TASK GOAL:
Write out the records again, exactly, leaving none out.

DATA:
#####

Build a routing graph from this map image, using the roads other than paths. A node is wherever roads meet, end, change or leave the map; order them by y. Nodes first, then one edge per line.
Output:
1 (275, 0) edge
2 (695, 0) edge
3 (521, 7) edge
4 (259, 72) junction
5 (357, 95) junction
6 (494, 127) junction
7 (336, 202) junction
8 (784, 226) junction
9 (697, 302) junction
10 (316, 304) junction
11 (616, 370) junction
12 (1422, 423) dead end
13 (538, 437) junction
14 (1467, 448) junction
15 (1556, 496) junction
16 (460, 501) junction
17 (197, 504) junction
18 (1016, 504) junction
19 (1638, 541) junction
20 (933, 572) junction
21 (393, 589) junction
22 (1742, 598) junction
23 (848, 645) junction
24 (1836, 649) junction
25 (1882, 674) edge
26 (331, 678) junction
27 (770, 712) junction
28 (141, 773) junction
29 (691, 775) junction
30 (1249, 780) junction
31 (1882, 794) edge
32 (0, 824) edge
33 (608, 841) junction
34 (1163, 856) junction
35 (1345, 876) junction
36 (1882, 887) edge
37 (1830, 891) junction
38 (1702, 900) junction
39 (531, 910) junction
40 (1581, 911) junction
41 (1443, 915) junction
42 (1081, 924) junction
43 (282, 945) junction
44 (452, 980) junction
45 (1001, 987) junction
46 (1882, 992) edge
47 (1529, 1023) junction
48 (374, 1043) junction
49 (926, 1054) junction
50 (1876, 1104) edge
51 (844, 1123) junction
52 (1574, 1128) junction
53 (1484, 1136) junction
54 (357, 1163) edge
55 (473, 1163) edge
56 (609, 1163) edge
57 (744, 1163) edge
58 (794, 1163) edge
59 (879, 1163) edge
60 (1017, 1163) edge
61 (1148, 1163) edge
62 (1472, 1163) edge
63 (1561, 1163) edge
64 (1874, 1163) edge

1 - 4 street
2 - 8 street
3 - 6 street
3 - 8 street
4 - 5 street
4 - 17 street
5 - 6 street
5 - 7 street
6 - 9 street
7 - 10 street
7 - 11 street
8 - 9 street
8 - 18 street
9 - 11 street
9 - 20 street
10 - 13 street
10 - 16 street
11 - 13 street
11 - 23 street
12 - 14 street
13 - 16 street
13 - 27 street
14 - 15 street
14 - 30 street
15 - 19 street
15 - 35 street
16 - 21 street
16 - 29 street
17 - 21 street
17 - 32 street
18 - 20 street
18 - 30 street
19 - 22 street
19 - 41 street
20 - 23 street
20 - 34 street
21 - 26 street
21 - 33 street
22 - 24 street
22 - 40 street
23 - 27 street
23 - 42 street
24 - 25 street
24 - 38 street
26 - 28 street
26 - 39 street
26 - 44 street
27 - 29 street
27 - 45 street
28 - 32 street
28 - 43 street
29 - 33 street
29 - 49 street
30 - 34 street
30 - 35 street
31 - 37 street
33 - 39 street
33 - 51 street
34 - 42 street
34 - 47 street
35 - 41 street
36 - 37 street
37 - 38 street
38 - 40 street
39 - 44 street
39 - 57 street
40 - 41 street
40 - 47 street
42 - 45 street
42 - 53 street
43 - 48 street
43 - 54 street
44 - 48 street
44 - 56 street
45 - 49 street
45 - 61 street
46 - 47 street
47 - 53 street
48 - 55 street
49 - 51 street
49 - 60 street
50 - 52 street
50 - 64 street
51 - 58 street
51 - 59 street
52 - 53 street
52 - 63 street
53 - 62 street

#####

TASK RESULT:
Build a routing graph from this map image, using the roads other than paths. A node is wherever roads meet, end, change or leave the map; order them by y. Nodes first, then one edge per line.
Output:
1 (275, 0) edge
2 (695, 0) edge
3 (521, 7) edge
4 (259, 72) junction
5 (357, 95) junction
6 (494, 127) junction
7 (336, 202) junction
8 (784, 226) junction
9 (697, 302) junction
10 (316, 304) junction
11 (616, 370) junction
12 (1422, 423) dead end
13 (538, 437) junction
14 (1467, 448) junction
15 (1556, 496) junction
16 (460, 501) junction
17 (197, 504) junction
18 (1016, 504) junction
19 (1638, 541) junction
20 (933, 572) junction
21 (393, 589) junction
22 (1742, 598) junction
23 (848, 645) junction
24 (1836, 649) junction
25 (1882, 674) edge
26 (331, 678) junction
27 (770, 712) junction
28 (141, 773) junction
29 (691, 775) junction
30 (1249, 780) junction
31 (1882, 794) edge
32 (0, 824) edge
33 (608, 841) junction
34 (1163, 856) junction
35 (1345, 876) junction
36 (1882, 887) edge
37 (1830, 891) junction
38 (1702, 900) junction
39 (531, 910) junction
40 (1581, 911) junction
41 (1443, 915) junction
42 (1081, 924) junction
43 (282, 945) junction
44 (452, 980) junction
45 (1001, 987) junction
46 (1882, 992) edge
47 (1529, 1023) junction
48 (374, 1043) junction
49 (926, 1054) junction
50 (1876, 1104) edge
51 (844, 1123) junction
52 (1574, 1128) junction
53 (1484, 1136) junction
54 (357, 1163) edge
55 (473, 1163) edge
56 (609, 1163) edge
57 (744, 1163) edge
58 (794, 1163) edge
59 (879, 1163) edge
60 (1017, 1163) edge
61 (1148, 1163) edge
62 (1472, 1163) edge
63 (1561, 1163) edge
64 (1874, 1163) edge

1 - 4 street
2 - 8 street
3 - 6 street
3 - 8 street
4 - 5 street
4 - 17 street
5 - 6 street
5 - 7 street
6 - 9 street
7 - 10 street
7 - 11 street
8 - 9 street
8 - 18 street
9 - 11 street
9 - 20 street
10 - 13 street
10 - 16 street
11 - 13 street
11 - 23 street
12 - 14 street
13 - 16 street
13 - 27 street
14 - 15 street
14 - 30 street
15 - 19 street
15 - 35 street
16 - 21 street
16 - 29 street
17 - 21 street
17 - 32 street
18 - 20 street
18 - 30 street
19 - 22 street
19 - 41 street
20 - 23 street
20 - 34 street
21 - 26 street
21 - 33 street
22 - 24 street
22 - 40 street
23 - 27 street
23 - 42 street
24 - 25 street
24 - 38 street
26 - 28 street
26 - 39 street
26 - 44 street
27 - 29 street
27 - 45 street
28 - 32 street
28 - 43 street
29 - 33 street
29 - 49 street
30 - 34 street
30 - 35 street
31 - 37 street
33 - 39 street
33 - 51 street
34 - 42 street
34 - 47 street
35 - 41 street
36 - 37 street
37 - 38 street
38 - 40 street
39 - 44 street
39 - 57 street
40 - 41 street
40 - 47 street
42 - 45 street
42 - 53 street
43 - 48 street
43 - 54 street
44 - 48 street
44 - 56 street
45 - 49 street
45 - 61 street
46 - 47 street
47 - 53 street
48 - 55 street
49 - 51 street
49 - 60 street
50 - 52 street
50 - 64 street
51 - 58 street
51 - 59 street
52 - 53 street
52 - 63 street
53 - 62 street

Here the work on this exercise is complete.